• Exercise description:
Every line from the first one in the listing down to the line with "ctx.new_sub_path()" should be restated word for word.

[Start of Attachment]

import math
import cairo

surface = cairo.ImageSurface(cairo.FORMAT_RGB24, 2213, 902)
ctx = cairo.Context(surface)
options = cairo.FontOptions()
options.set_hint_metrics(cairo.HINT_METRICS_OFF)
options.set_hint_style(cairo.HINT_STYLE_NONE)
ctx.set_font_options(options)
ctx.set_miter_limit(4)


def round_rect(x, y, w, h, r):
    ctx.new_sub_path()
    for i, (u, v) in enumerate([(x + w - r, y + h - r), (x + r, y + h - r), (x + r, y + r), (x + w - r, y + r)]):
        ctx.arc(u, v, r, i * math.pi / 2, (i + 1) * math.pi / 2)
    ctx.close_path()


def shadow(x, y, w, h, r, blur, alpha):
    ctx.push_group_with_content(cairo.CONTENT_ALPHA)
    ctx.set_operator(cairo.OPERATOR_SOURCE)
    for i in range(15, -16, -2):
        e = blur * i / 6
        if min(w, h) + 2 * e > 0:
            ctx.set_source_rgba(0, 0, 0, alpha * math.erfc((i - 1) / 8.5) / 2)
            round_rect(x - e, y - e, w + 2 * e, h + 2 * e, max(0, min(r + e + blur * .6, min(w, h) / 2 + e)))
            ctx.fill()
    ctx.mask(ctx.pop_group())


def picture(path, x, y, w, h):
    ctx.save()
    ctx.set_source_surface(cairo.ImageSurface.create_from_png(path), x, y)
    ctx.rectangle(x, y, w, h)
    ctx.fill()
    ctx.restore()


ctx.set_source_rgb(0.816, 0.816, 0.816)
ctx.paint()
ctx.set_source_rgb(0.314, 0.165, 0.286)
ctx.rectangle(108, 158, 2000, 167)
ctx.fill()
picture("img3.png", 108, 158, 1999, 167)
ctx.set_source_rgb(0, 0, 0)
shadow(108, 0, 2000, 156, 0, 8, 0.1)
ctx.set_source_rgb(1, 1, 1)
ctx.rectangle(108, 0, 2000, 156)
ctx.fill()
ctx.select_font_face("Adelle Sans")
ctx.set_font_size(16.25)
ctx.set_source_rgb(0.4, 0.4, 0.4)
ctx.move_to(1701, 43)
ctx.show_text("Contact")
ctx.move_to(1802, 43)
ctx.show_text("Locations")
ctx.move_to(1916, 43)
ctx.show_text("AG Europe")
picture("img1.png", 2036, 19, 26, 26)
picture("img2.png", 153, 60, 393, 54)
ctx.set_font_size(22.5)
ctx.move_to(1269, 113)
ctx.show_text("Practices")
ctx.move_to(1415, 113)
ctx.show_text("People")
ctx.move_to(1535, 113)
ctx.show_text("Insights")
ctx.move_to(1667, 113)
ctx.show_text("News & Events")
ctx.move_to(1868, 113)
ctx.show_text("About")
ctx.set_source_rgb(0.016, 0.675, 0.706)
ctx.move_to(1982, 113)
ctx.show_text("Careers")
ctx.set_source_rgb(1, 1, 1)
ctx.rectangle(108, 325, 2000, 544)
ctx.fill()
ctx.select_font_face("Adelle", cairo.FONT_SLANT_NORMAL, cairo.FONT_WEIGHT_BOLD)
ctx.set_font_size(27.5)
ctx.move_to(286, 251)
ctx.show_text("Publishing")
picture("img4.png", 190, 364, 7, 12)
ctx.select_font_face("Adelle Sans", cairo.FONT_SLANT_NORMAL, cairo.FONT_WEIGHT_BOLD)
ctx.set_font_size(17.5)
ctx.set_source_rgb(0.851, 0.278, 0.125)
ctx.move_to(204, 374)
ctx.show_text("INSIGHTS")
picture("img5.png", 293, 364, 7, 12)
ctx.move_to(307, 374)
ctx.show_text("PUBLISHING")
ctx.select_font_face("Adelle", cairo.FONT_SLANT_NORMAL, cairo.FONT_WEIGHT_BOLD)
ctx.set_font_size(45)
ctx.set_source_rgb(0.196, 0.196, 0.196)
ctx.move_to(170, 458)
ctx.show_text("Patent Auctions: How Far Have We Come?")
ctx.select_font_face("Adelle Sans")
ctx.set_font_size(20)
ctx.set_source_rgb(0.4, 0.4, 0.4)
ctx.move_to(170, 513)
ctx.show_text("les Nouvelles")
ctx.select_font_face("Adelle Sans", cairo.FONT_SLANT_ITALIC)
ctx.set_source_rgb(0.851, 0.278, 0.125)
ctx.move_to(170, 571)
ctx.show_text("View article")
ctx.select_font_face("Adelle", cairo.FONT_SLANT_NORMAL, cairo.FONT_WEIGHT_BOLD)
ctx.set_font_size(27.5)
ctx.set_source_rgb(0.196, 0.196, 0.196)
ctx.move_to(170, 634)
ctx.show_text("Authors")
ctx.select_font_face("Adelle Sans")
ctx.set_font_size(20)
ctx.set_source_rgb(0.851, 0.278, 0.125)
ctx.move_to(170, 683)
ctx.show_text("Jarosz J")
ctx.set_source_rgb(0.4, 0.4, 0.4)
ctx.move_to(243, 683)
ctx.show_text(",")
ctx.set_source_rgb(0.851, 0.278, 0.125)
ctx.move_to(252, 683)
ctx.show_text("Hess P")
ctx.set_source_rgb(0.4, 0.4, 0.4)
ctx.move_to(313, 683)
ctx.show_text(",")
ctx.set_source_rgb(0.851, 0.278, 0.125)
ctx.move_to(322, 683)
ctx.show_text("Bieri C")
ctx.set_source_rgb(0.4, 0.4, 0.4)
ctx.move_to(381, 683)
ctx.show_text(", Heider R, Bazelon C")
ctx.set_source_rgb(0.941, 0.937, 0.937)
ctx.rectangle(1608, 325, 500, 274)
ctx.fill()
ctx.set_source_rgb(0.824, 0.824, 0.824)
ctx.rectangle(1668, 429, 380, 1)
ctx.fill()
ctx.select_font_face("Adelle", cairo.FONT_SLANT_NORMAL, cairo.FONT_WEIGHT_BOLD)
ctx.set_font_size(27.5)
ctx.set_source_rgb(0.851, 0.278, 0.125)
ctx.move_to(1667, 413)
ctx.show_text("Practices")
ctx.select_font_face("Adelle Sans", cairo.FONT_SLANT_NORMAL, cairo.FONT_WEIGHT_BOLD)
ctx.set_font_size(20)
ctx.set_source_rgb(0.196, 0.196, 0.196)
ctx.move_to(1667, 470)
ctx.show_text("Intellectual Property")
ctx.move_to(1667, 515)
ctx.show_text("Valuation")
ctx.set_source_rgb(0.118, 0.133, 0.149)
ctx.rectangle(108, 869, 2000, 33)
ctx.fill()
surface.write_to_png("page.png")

[End of Attachment]

• Response to the exercise:
import math
import cairo

surface = cairo.ImageSurface(cairo.FORMAT_RGB24, 2213, 902)
ctx = cairo.Context(surface)
options = cairo.FontOptions()
options.set_hint_metrics(cairo.HINT_METRICS_OFF)
options.set_hint_style(cairo.HINT_STYLE_NONE)
ctx.set_font_options(options)
ctx.set_miter_limit(4)


def round_rect(x, y, w, h, r):
    ctx.new_sub_path()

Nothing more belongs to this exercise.